Extracted entries Block Start
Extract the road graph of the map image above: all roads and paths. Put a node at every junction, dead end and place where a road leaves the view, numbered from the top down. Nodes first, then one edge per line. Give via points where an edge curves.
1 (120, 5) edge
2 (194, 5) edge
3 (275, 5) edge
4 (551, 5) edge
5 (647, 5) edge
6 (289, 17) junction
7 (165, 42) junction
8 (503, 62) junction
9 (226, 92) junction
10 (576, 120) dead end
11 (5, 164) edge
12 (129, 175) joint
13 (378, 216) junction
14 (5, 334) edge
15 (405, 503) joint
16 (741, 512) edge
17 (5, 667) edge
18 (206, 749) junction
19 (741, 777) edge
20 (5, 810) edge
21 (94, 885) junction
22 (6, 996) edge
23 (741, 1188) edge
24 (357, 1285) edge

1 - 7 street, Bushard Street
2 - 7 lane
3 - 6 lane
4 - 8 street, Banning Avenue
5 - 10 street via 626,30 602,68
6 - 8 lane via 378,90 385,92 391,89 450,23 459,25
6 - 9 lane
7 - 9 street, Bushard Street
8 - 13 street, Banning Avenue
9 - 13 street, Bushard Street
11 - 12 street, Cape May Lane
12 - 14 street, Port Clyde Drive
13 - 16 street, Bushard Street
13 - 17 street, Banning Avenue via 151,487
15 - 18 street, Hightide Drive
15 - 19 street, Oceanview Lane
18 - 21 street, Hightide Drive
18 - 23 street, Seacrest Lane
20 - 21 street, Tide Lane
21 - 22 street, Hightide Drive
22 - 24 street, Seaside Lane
Extracted entries Block End
» Instructions to follow: Return each line of the data exactly as written above.

» Output for this exercise:
Extract the road graph of the map image above: all roads and paths. Put a node at every junction, dead end and place where a road leaves the view, numbered from the top down. Nodes first, then one edge per line. Give via points where an edge curves.
1 (120, 5) edge
2 (194, 5) edge
3 (275, 5) edge
4 (551, 5) edge
5 (647, 5) edge
6 (289, 17) junction
7 (165, 42) junction
8 (503, 62) junction
9 (226, 92) junction
10 (576, 120) dead end
11 (5, 164) edge
12 (129, 175) joint
13 (378, 216) junction
14 (5, 334) edge
15 (405, 503) joint
16 (741, 512) edge
17 (5, 667) edge
18 (206, 749) junction
19 (741, 777) edge
20 (5, 810) edge
21 (94, 885) junction
22 (6, 996) edge
23 (741, 1188) edge
24 (357, 1285) edge

1 - 7 street, Bushard Street
2 - 7 lane
3 - 6 lane
4 - 8 street, Banning Avenue
5 - 10 street via 626,30 602,68
6 - 8 lane via 378,90 385,92 391,89 450,23 459,25
6 - 9 lane
7 - 9 street, Bushard Street
8 - 13 street, Banning Avenue
9 - 13 street, Bushard Street
11 - 12 street, Cape May Lane
12 - 14 street, Port Clyde Drive
13 - 16 street, Bushard Street
13 - 17 street, Banning Avenue via 151,487
15 - 18 street, Hightide Drive
15 - 19 street, Oceanview Lane
18 - 21 street, Hightide Drive
18 - 23 street, Seacrest Lane
20 - 21 street, Tide Lane
21 - 22 street, Hightide Drive
22 - 24 street, Seaside Lane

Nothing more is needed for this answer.